Work instruction:
Write all entries out exactly, images excluded.

Stored items
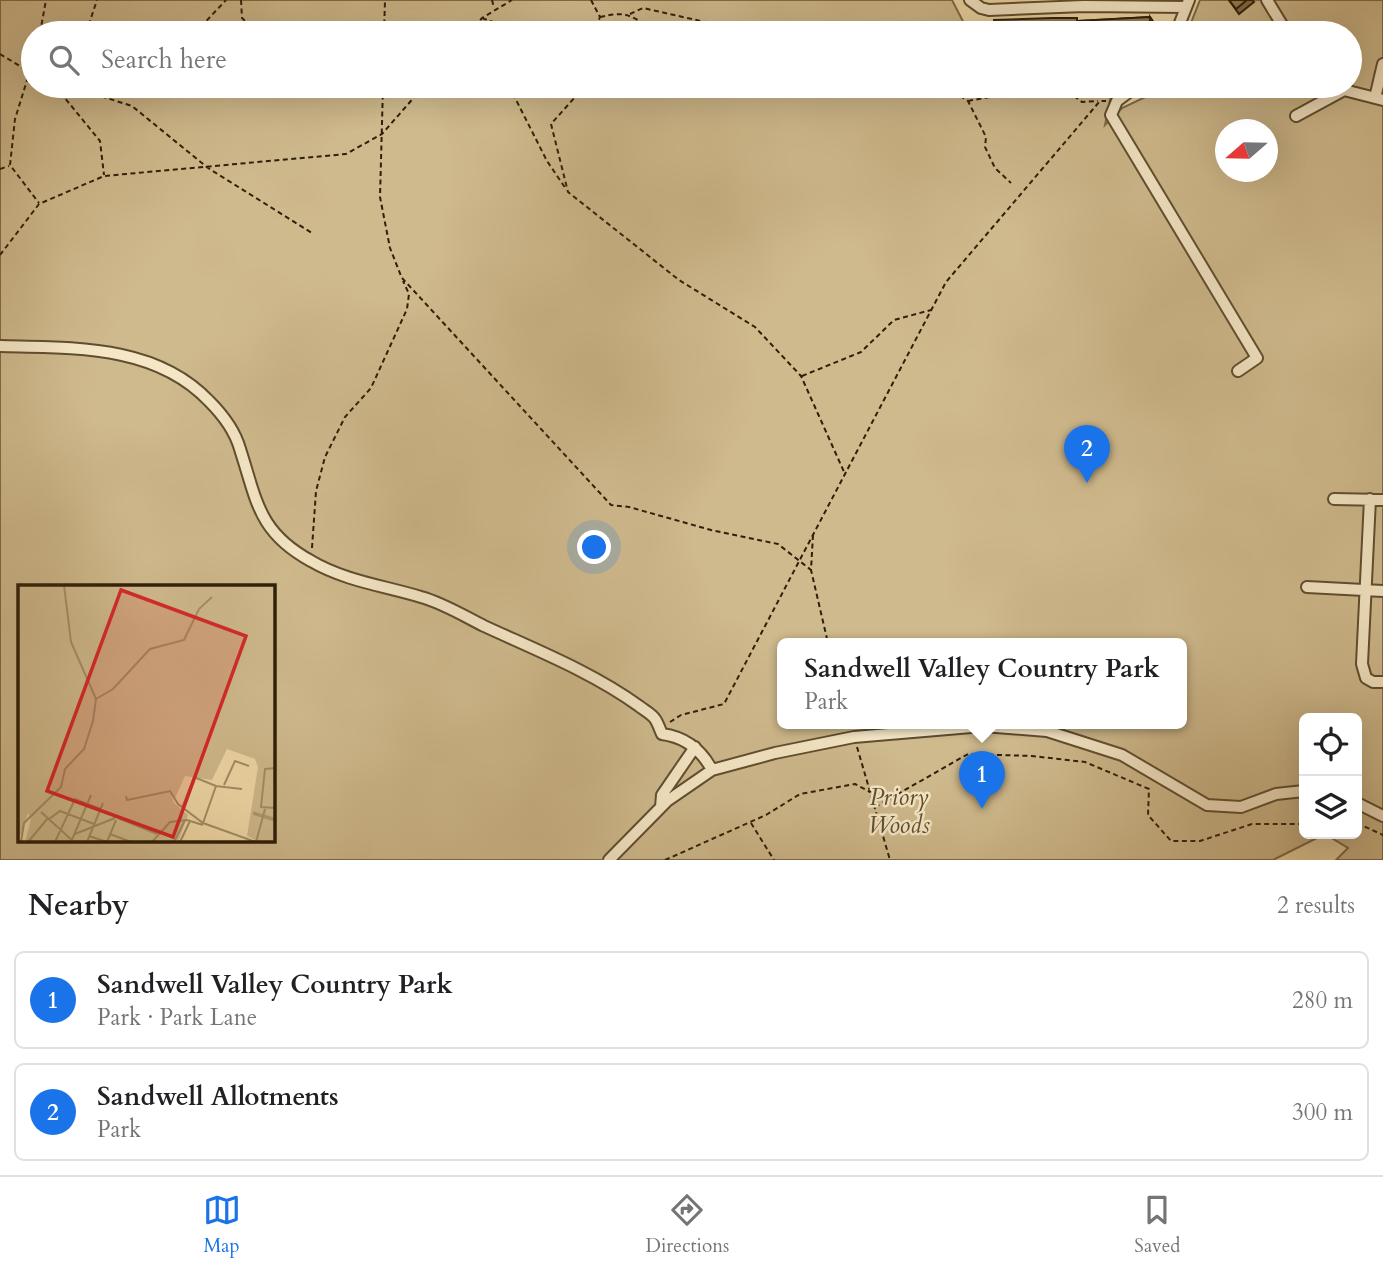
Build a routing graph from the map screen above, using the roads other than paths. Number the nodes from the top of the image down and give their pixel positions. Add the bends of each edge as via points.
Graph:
1 (970, 0) edge
2 (1266, 0) edge
3 (1142, 3) edge
4 (1027, 4) edge
5 (1188, 4) edge
6 (1181, 21) edge
7 (1279, 21) edge
8 (1383, 64) edge
9 (1362, 94) edge
10 (1121, 98) edge
11 (1325, 98) edge
12 (1379, 99) edge
13 (1296, 116) dead end
14 (0, 346) edge
15 (1238, 371) dead end
16 (1334, 499) dead end
17 (1370, 499) junction
18 (1383, 500) edge
19 (1307, 587) dead end
20 (1365, 590) junction
21 (1383, 591) edge
22 (1383, 682) edge
23 (948, 729) edge
24 (1021, 729) edge
25 (695, 747) junction
26 (712, 771) junction
27 (1299, 792) edge
28 (1362, 806) edge
29 (661, 807) junction
30 (1383, 816) edge
31 (609, 860) edge

1 - 4 street via 989,10
2 - 7 street
3 - 4 street
3 - 5 street
5 - 6 street
8 - 12 street
9 - 12 street
10 - 15 street via 1111,116 1257,358
11 - 13 street
14 - 25 street via 124,354 163,367 196,387 221,413 239,445 261,515 276,536 313,563 424,597 568,666 617,690 655,719 662,734 678,736
16 - 17 street
17 - 18 street
17 - 20 street
19 - 20 street
20 - 21 street
20 - 22 street via 1363,672 1373,682
23 - 26 street via 854,737
24 - 27 street via 1047,731 1122,755 1207,804 1241,807 1276,794
25 - 26 street
25 - 29 street via 662,795
26 - 29 street
28 - 30 street
29 - 31 street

Exercise output:
Build a routing graph from the map screen above, using the roads other than paths. Number the nodes from the top of the image down and give their pixel positions. Add the bends of each edge as via points.
Graph:
1 (970, 0) edge
2 (1266, 0) edge
3 (1142, 3) edge
4 (1027, 4) edge
5 (1188, 4) edge
6 (1181, 21) edge
7 (1279, 21) edge
8 (1383, 64) edge
9 (1362, 94) edge
10 (1121, 98) edge
11 (1325, 98) edge
12 (1379, 99) edge
13 (1296, 116) dead end
14 (0, 346) edge
15 (1238, 371) dead end
16 (1334, 499) dead end
17 (1370, 499) junction
18 (1383, 500) edge
19 (1307, 587) dead end
20 (1365, 590) junction
21 (1383, 591) edge
22 (1383, 682) edge
23 (948, 729) edge
24 (1021, 729) edge
25 (695, 747) junction
26 (712, 771) junction
27 (1299, 792) edge
28 (1362, 806) edge
29 (661, 807) junction
30 (1383, 816) edge
31 (609, 860) edge

1 - 4 street via 989,10
2 - 7 street
3 - 4 street
3 - 5 street
5 - 6 street
8 - 12 street
9 - 12 street
10 - 15 street via 1111,116 1257,358
11 - 13 street
14 - 25 street via 124,354 163,367 196,387 221,413 239,445 261,515 276,536 313,563 424,597 568,666 617,690 655,719 662,734 678,736
16 - 17 street
17 - 18 street
17 - 20 street
19 - 20 street
20 - 21 street
20 - 22 street via 1363,672 1373,682
23 - 26 street via 854,737
24 - 27 street via 1047,731 1122,755 1207,804 1241,807 1276,794
25 - 26 street
25 - 29 street via 662,795
26 - 29 street
28 - 30 street
29 - 31 street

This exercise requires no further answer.